**What is needed:** From the listing below, extract every line containing "Dora".

START Dataset records

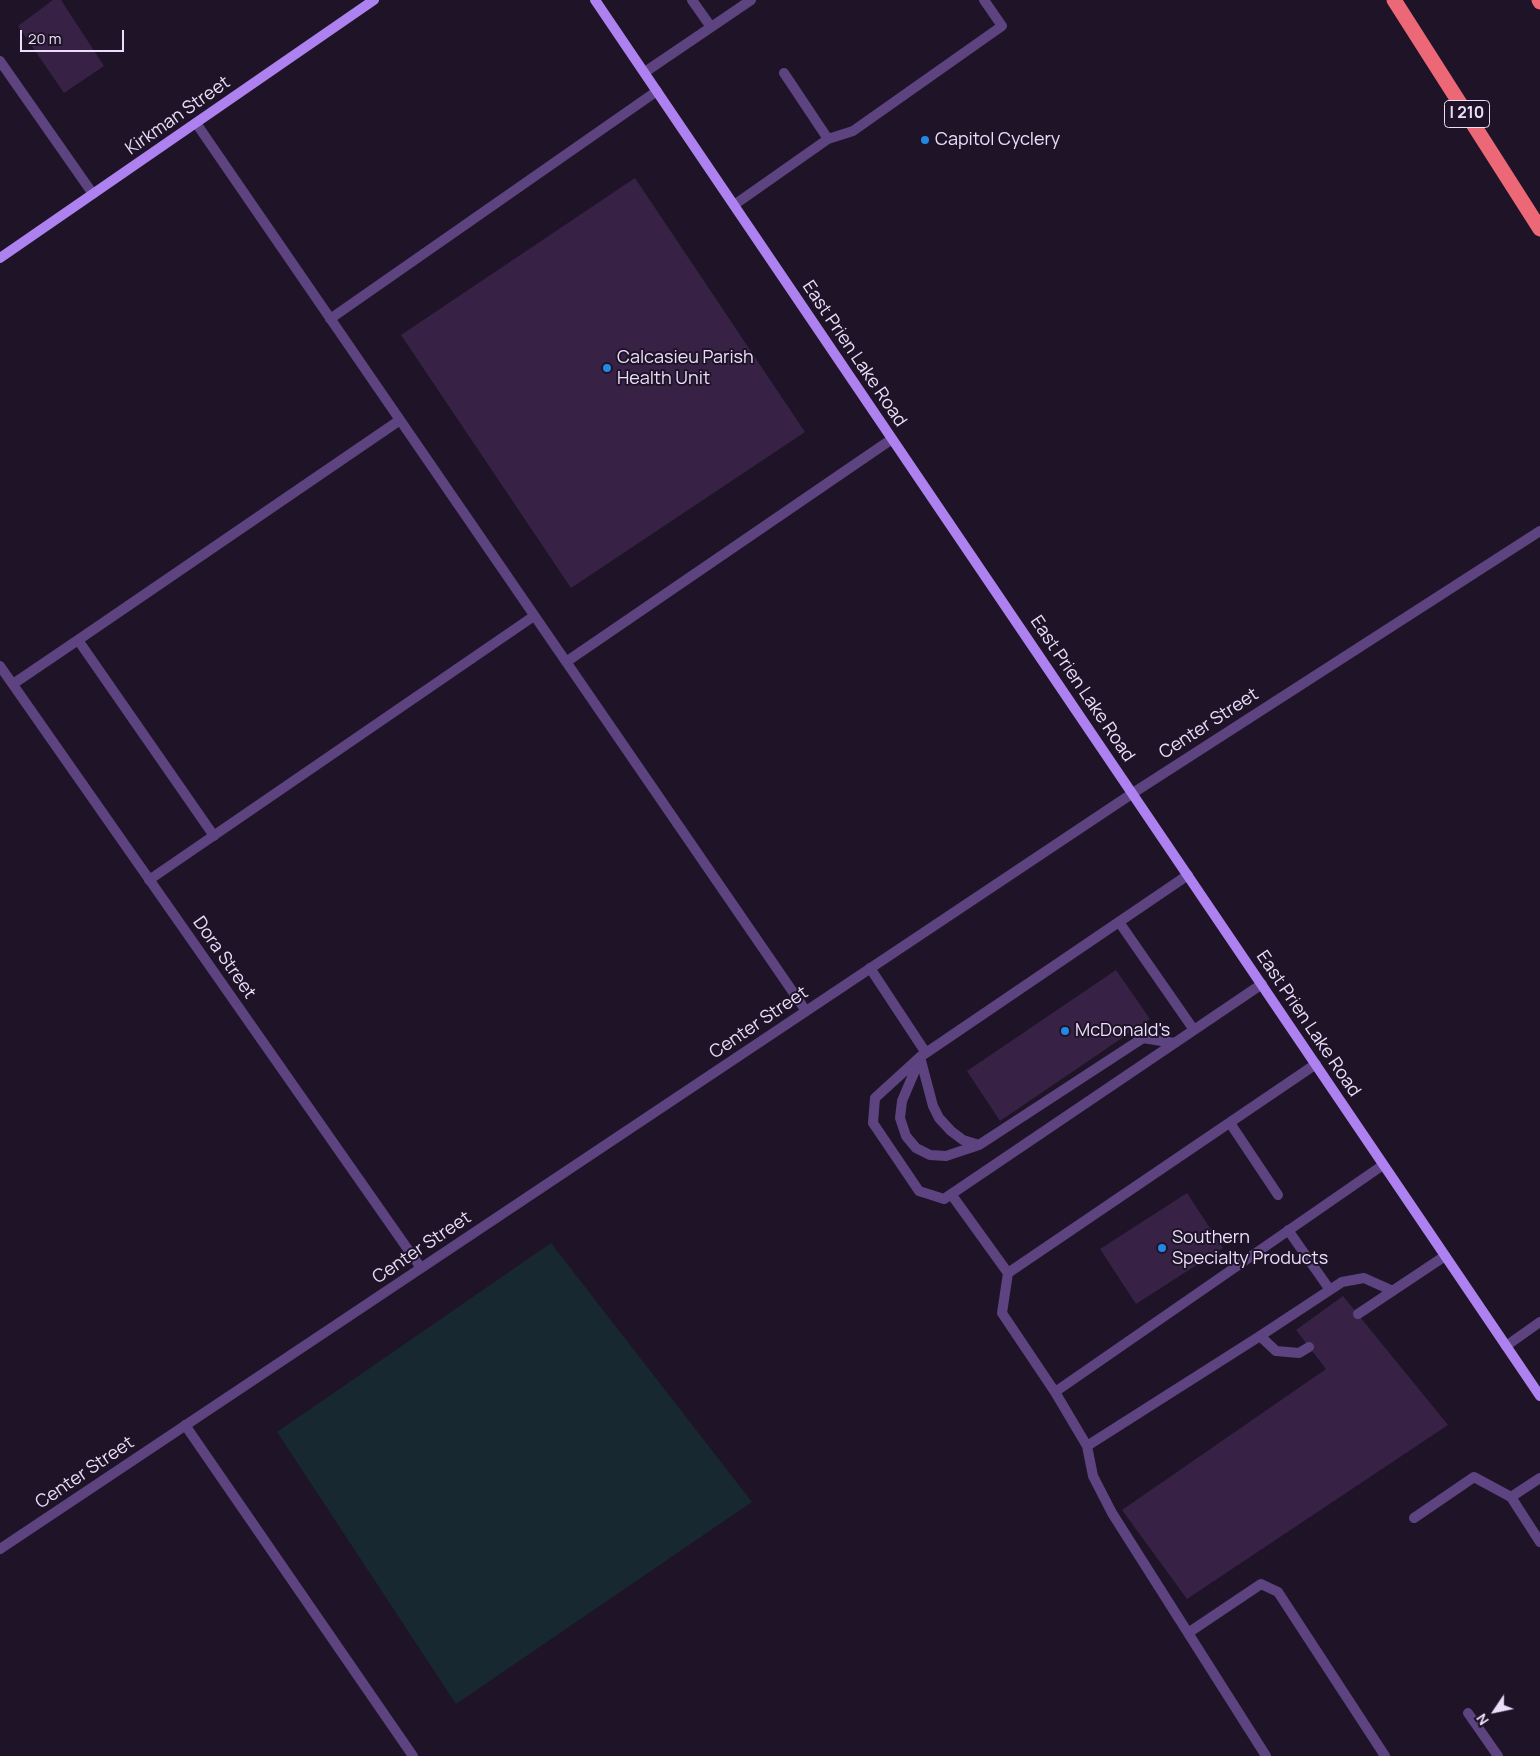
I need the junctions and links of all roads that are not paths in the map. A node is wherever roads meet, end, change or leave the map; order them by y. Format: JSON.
{"nodes":[{"id":1,"x":374,"y":0,"type":"edge"},
{"id":2,"x":595,"y":0,"type":"edge"},
{"id":3,"x":692,"y":0,"type":"edge"},
{"id":4,"x":751,"y":0,"type":"edge"},
{"id":5,"x":984,"y":0,"type":"edge"},
{"id":6,"x":1394,"y":0,"type":"edge"},
{"id":7,"x":710,"y":27,"type":"junction"},
{"id":8,"x":0,"y":61,"type":"edge"},
{"id":9,"x":644,"y":72,"type":"junction"},
{"id":10,"x":784,"y":73,"type":"dead end"},
{"id":11,"x":657,"y":92,"type":"junction"},
{"id":12,"x":196,"y":123,"type":"junction"},
{"id":13,"x":828,"y":139,"type":"junction"},
{"id":14,"x":93,"y":194,"type":"junction"},
{"id":15,"x":734,"y":205,"type":"junction"},
{"id":16,"x":1540,"y":229,"type":"edge"},
{"id":17,"x":0,"y":258,"type":"edge"},
{"id":18,"x":330,"y":319,"type":"junction"},
{"id":19,"x":400,"y":420,"type":"junction"},
{"id":20,"x":892,"y":439,"type":"junction"},
{"id":21,"x":1540,"y":531,"type":"edge"},
{"id":22,"x":534,"y":616,"type":"junction"},
{"id":23,"x":78,"y":640,"type":"junction"},
{"id":24,"x":566,"y":662,"type":"junction"},
{"id":25,"x":0,"y":666,"type":"edge"},
{"id":26,"x":13,"y":684,"type":"junction"},
{"id":27,"x":1133,"y":793,"type":"junction"},
{"id":28,"x":214,"y":836,"type":"junction"},
{"id":29,"x":1188,"y":875,"type":"junction"},
{"id":30,"x":149,"y":880,"type":"junction"},
{"id":31,"x":1119,"y":922,"type":"junction"},
{"id":32,"x":870,"y":968,"type":"junction"},
{"id":33,"x":1262,"y":984,"type":"junction"},
{"id":34,"x":806,"y":1011,"type":"junction"},
{"id":35,"x":1194,"y":1030,"type":"junction"},
{"id":36,"x":1174,"y":1043,"type":"junction"},
{"id":37,"x":923,"y":1055,"type":"junction"},
{"id":38,"x":1316,"y":1064,"type":"junction"},
{"id":39,"x":1230,"y":1123,"type":"junction"},
{"id":40,"x":979,"y":1145,"type":"junction"},
{"id":41,"x":1383,"y":1165,"type":"junction"},
{"id":42,"x":951,"y":1194,"type":"junction"},
{"id":43,"x":1278,"y":1195,"type":"dead end"},
{"id":44,"x":1288,"y":1230,"type":"junction"},
{"id":45,"x":1445,"y":1256,"type":"junction"},
{"id":46,"x":421,"y":1268,"type":"junction"},
{"id":47,"x":1008,"y":1273,"type":"junction"},
{"id":48,"x":1330,"y":1290,"type":"junction"},
{"id":49,"x":1393,"y":1291,"type":"junction"},
{"id":50,"x":1358,"y":1314,"type":"dead end"},
{"id":51,"x":1540,"y":1322,"type":"edge"},
{"id":52,"x":1260,"y":1336,"type":"junction"},
{"id":53,"x":1506,"y":1346,"type":"junction"},
{"id":54,"x":1309,"y":1347,"type":"dead end"},
{"id":55,"x":1056,"y":1392,"type":"junction"},
{"id":56,"x":1540,"y":1396,"type":"edge"},
{"id":57,"x":185,"y":1425,"type":"junction"},
{"id":58,"x":1087,"y":1446,"type":"junction"},
{"id":59,"x":1540,"y":1478,"type":"edge"},
{"id":60,"x":1511,"y":1497,"type":"junction"},
{"id":61,"x":1414,"y":1518,"type":"dead end"},
{"id":62,"x":1540,"y":1542,"type":"edge"},
{"id":63,"x":0,"y":1549,"type":"edge"},
{"id":64,"x":1188,"y":1633,"type":"junction"},
{"id":65,"x":1468,"y":1712,"type":"dead end"},
{"id":66,"x":413,"y":1756,"type":"edge"},
{"id":67,"x":1266,"y":1756,"type":"edge"},
{"id":68,"x":1385,"y":1756,"type":"edge"},
{"id":69,"x":1498,"y":1756,"type":"edge"}],
"edges":[{"from":1,"to":12,"type":"street","name":"Kirkman Street"},
{"from":2,"to":9,"type":"street","name":"East Prien Lake Road"},
{"from":3,"to":7,"type":"street"},
{"from":4,"to":7,"type":"street"},
{"from":5,"to":13,"type":"street"},
{"from":6,"to":16,"type":"highway","number":"I 210"},
{"from":7,"to":9,"type":"street"},
{"from":8,"to":14,"type":"street"},
{"from":9,"to":11,"type":"street","name":"East Prien Lake Road"},
{"from":10,"to":13,"type":"street"},
{"from":11,"to":15,"type":"street","name":"East Prien Lake Road"},
{"from":11,"to":18,"type":"street"},
{"from":12,"to":14,"type":"street","name":"Kirkman Street"},
{"from":12,"to":18,"type":"street"},
{"from":13,"to":15,"type":"street"},
{"from":14,"to":17,"type":"street","name":"Kirkman Street"},
{"from":15,"to":20,"type":"street","name":"East Prien Lake Road"},
{"from":18,"to":19,"type":"street"},
{"from":19,"to":22,"type":"street"},
{"from":19,"to":23,"type":"street"},
{"from":20,"to":24,"type":"street"},
{"from":20,"to":27,"type":"street","name":"East Prien Lake Road"},
{"from":21,"to":27,"type":"street","name":"Center Street"},
{"from":22,"to":24,"type":"street"},
{"from":22,"to":28,"type":"street"},
{"from":23,"to":26,"type":"street"},
{"from":23,"to":28,"type":"street"},
{"from":24,"to":34,"type":"street"},
{"from":25,"to":26,"type":"street","name":"Dora Street"},
{"from":26,"to":30,"type":"street","name":"Dora Street"},
{"from":27,"to":29,"type":"street","name":"East Prien Lake Road"},
{"from":27,"to":32,"type":"street","name":"Center Street"},
{"from":28,"to":30,"type":"street"},
{"from":29,"to":31,"type":"street"},
{"from":29,"to":33,"type":"street","name":"East Prien Lake Road"},
{"from":30,"to":46,"type":"street","name":"Dora Street"},
{"from":31,"to":35,"type":"street"},
{"from":31,"to":37,"type":"street"},
{"from":32,"to":34,"type":"street","name":"Center Street"},
{"from":32,"to":37,"type":"street"},
{"from":33,"to":35,"type":"street"},
{"from":33,"to":38,"type":"street","name":"East Prien Lake Road"},
{"from":34,"to":46,"type":"street","name":"Center Street"},
{"from":35,"to":36,"type":"street"},
{"from":36,"to":40,"type":"street"},
{"from":36,"to":42,"type":"street"},
{"from":37,"to":40,"type":"street"},
{"from":37,"to":40,"type":"street"},
{"from":37,"to":42,"type":"street"},
{"from":38,"to":39,"type":"street"},
{"from":38,"to":41,"type":"street","name":"East Prien Lake Road"},
{"from":39,"to":43,"type":"street"},
{"from":39,"to":47,"type":"street"},
{"from":41,"to":44,"type":"street"},
{"from":41,"to":45,"type":"street","name":"East Prien Lake Road"},
{"from":42,"to":47,"type":"street"},
{"from":44,"to":48,"type":"street"},
{"from":44,"to":55,"type":"street"},
{"from":45,"to":49,"type":"street"},
{"from":45,"to":53,"type":"street","name":"East Prien Lake Road"},
{"from":46,"to":57,"type":"street","name":"Center Street"},
{"from":47,"to":55,"type":"street"},
{"from":48,"to":49,"type":"street"},
{"from":48,"to":52,"type":"street"},
{"from":49,"to":50,"type":"street"},
{"from":51,"to":53,"type":"street"},
{"from":52,"to":54,"type":"street"},
{"from":52,"to":58,"type":"street"},
{"from":53,"to":56,"type":"street","name":"East Prien Lake Road"},
{"from":55,"to":58,"type":"street"},
{"from":57,"to":63,"type":"street","name":"Center Street"},
{"from":57,"to":66,"type":"street"},
{"from":58,"to":64,"type":"street"},
{"from":59,"to":60,"type":"street"},
{"from":60,"to":61,"type":"street"},
{"from":60,"to":62,"type":"street"},
{"from":64,"to":67,"type":"street"},
{"from":64,"to":68,"type":"street"},
{"from":65,"to":69,"type":"street"}]}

END Dataset records

**Response area:**
{"from":25,"to":26,"type":"street","name":"Dora Street"},
{"from":26,"to":30,"type":"street","name":"Dora Street"},
{"from":30,"to":46,"type":"street","name":"Dora Street"},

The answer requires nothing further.